In theory, some people who vote on the Missoula high school levy also may vote on, say, a rural fire district; others who vote on the same high school levy may not live in that same fire district.
When Zeier segregated three legislative districts in one report, the computer program listed each voter from those districts just once. Then, she asked the computer to pull the voters for three separate elementary school districts receiving the same kind of ballot, the Missoula high school one.
The program did, but it fritzed out with these voters who live in three differently numbered school districts and received the same ballot. In those cases, it listed each voter three times, in all three elementary districts, and it "processed/ accepted" the same ballot three times, according to the spreadsheet.
The problem with that report is the program is not separating each school district with the same kind of ballot, according to the Elections Office. Zeier said it's not with the source database, which she showed didn't manipulate information about voters in those school districts.
The school district numbers, of course, are 18, 20 and 30, the same ones Lovaas found problematic. Zeier said one key piece is the ballot numbers linked to each voter are identical. In other words, while the program inexplicably created a report that lists some people three times, she said it didn't issue three ballots to those voters.
The Elections Office pulls reports from Montana Votes, the online database, to determine how many ballots it has received of each type. It verifies the same number of ballots went into the scanners, which are not online or connected to the database. And it ensures a third machine kept the same count; that machine tallies votes from discs taken from the scanners and also is not electronically linked to the other systems or online.
County communications and project manager Anne Hughes said the Elections Office welcomes productive conversations about elections. Asking questions is part of participating in a democracy, and Hughes said listening to answers and learning about elections safeguards also is worthwhile.
"The elections process is highly, highly detailed - to avoid fraud," Hughes said.
Lovaas had a meeting set up Monday with the Missoula Board of County Commissioners, but commissioners postponed it because of the ongoing investigation. The board plans to reschedule the appointment once the sheriff's office has issued findings.

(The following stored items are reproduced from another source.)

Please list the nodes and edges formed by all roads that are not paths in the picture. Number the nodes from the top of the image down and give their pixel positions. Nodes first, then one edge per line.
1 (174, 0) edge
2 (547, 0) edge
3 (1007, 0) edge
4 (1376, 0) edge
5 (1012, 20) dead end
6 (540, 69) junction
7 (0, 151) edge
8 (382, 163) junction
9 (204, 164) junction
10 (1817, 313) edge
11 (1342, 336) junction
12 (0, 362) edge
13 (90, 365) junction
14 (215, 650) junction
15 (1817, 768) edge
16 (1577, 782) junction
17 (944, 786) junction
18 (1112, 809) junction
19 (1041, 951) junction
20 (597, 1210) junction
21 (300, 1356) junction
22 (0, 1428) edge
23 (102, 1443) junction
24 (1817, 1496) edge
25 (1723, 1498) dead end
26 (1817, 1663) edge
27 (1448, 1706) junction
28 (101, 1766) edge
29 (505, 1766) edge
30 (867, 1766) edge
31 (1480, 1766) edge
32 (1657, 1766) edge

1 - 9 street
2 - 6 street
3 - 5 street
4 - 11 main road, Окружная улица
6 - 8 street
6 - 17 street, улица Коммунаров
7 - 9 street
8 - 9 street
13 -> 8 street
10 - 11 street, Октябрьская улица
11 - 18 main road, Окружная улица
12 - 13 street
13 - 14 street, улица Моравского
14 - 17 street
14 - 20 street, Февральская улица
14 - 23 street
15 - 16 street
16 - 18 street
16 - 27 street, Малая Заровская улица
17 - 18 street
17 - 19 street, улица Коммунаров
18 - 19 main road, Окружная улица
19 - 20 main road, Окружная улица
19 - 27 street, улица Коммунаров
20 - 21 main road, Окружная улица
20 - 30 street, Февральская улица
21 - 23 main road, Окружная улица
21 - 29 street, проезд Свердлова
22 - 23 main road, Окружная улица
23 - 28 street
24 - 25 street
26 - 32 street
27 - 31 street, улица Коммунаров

Capt. Maricelli, who is investigating the matter, said he wished Lovaas and elections officials had sat down together and discussed Lovaas' complaints before his office was called to the case; had they done so, Maricelli said an investigation may not have been necessary.
The programming error is one secretary of state spokeswoman Terri Knapp said the department will address as part of its regular database maintenance, although she did not know when.